**Exercise brief**.
Write down nothing except how many lines in the entries contain "Right".

**Stored data entries**.
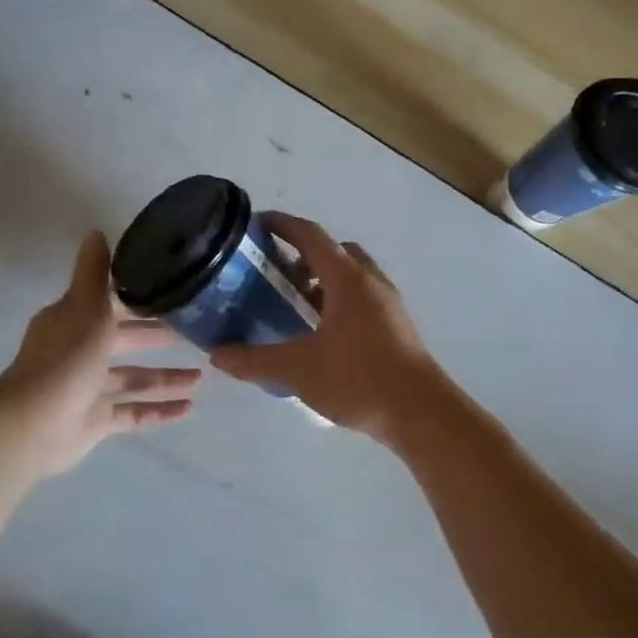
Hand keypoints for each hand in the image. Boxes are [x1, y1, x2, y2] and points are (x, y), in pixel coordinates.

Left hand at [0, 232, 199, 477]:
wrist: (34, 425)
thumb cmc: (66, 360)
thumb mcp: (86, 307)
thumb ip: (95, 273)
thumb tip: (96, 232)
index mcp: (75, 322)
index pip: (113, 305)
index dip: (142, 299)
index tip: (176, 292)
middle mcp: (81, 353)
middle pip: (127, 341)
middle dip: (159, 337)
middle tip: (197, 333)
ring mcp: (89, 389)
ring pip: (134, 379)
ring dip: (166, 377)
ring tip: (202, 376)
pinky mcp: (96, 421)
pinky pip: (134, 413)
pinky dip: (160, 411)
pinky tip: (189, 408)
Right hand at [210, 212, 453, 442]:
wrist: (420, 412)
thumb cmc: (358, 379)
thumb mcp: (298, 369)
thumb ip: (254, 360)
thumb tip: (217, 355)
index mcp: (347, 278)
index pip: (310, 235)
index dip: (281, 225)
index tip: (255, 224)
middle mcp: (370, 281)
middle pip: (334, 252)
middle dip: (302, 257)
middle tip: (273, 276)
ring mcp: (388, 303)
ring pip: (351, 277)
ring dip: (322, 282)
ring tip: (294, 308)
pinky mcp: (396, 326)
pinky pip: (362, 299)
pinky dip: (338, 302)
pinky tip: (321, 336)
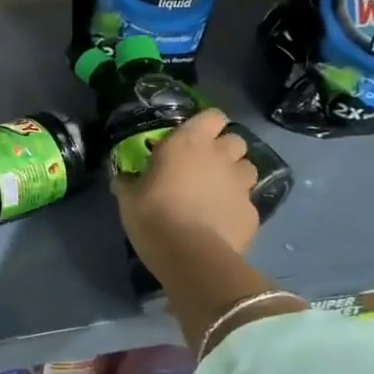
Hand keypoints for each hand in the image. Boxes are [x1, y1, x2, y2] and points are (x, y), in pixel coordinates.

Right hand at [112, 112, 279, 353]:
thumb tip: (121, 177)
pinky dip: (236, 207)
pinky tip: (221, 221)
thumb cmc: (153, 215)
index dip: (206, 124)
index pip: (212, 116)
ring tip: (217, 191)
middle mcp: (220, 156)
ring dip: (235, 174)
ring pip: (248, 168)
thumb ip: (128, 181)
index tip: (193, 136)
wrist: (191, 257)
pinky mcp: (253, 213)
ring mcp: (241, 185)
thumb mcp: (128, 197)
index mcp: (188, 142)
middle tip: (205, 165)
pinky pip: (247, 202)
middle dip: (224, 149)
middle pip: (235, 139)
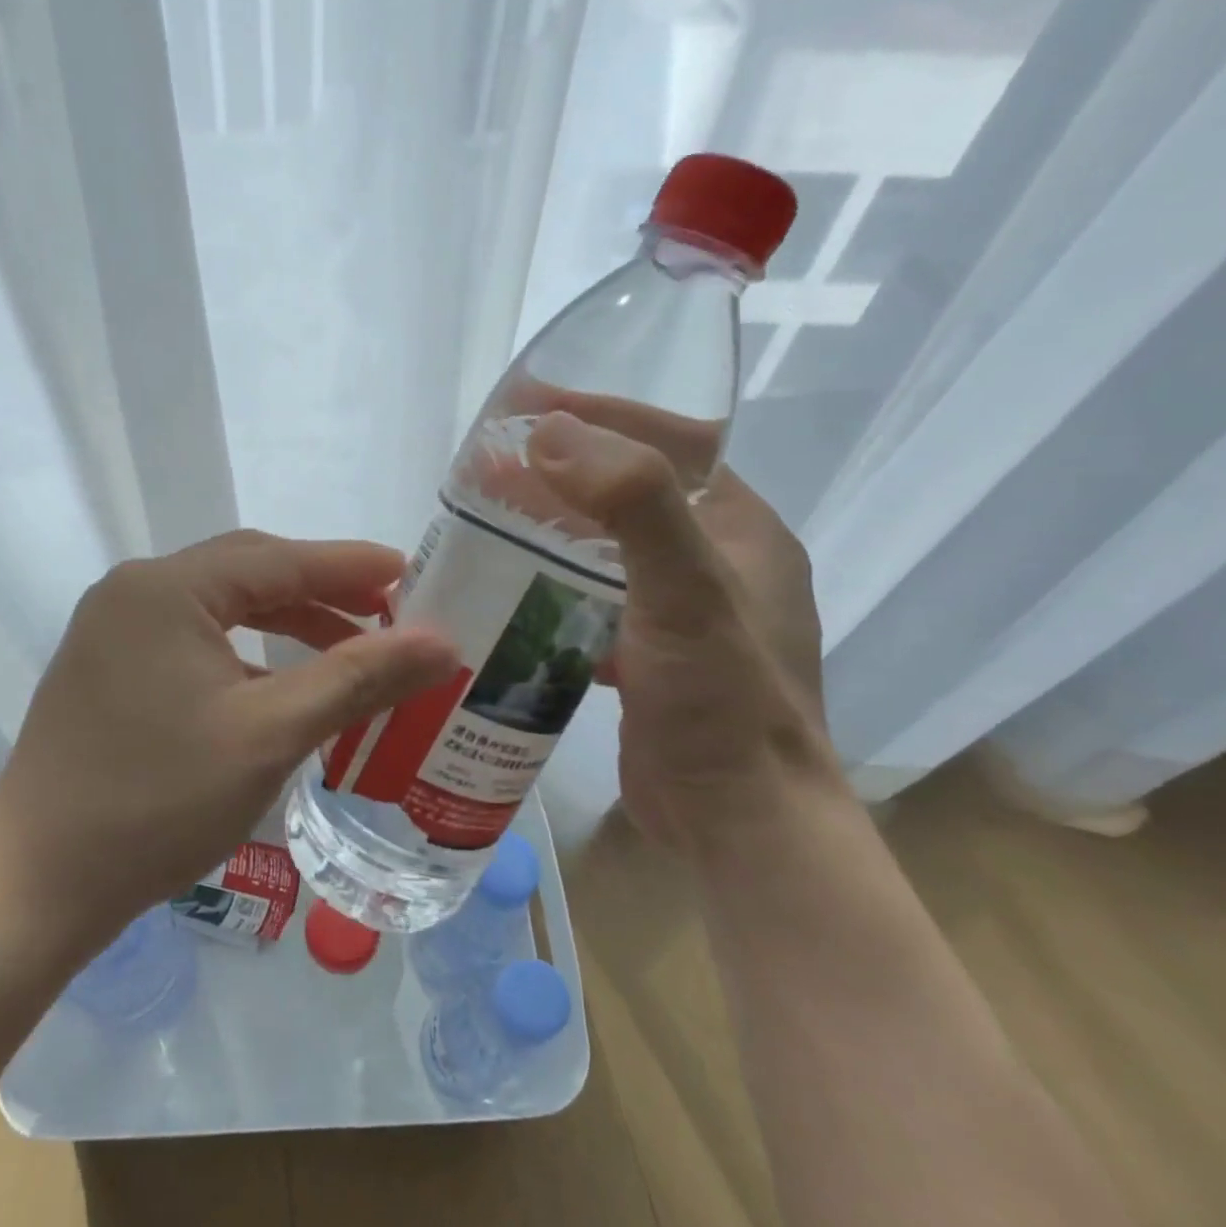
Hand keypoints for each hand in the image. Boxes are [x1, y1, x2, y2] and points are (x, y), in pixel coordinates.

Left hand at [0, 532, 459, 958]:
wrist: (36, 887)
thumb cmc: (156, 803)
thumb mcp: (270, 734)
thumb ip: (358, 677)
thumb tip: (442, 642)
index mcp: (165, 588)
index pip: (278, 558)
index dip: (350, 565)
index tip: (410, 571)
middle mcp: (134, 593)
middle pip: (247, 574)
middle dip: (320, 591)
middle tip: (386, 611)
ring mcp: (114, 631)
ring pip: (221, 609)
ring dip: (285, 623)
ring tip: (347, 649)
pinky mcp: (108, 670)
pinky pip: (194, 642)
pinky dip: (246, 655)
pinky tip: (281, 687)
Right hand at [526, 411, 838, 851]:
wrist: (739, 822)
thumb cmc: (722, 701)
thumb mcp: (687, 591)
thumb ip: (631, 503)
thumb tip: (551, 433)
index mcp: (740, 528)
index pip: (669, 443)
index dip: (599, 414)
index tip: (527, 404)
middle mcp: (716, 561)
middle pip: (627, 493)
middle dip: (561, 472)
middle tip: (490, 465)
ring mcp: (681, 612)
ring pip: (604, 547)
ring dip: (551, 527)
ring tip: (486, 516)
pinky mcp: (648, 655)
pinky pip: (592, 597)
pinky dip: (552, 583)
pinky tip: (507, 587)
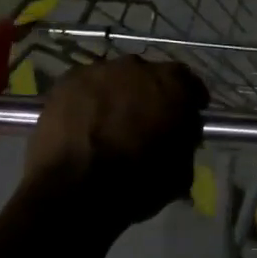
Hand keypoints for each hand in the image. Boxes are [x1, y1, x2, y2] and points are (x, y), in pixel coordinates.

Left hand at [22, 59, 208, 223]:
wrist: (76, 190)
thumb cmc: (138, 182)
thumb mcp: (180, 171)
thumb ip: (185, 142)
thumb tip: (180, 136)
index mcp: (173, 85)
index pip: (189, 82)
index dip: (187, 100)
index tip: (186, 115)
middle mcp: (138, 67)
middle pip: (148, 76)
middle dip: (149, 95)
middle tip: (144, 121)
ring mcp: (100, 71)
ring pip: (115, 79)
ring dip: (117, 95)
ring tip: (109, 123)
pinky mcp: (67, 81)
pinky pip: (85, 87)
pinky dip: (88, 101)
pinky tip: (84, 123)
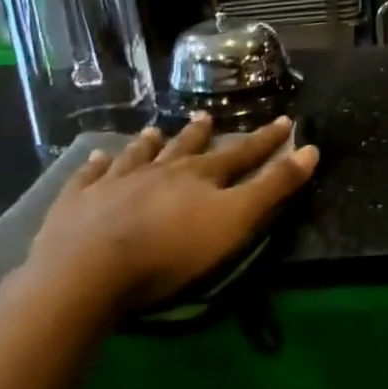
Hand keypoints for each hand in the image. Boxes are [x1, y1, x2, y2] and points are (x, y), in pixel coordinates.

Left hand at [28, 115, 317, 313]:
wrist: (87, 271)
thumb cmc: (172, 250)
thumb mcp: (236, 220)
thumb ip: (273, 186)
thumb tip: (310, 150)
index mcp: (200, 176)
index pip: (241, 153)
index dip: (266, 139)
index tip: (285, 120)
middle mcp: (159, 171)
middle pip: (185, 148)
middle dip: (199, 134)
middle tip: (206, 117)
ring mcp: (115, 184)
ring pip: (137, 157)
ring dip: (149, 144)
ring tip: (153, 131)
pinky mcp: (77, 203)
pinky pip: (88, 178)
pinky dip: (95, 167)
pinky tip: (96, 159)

**Worked solution**.
3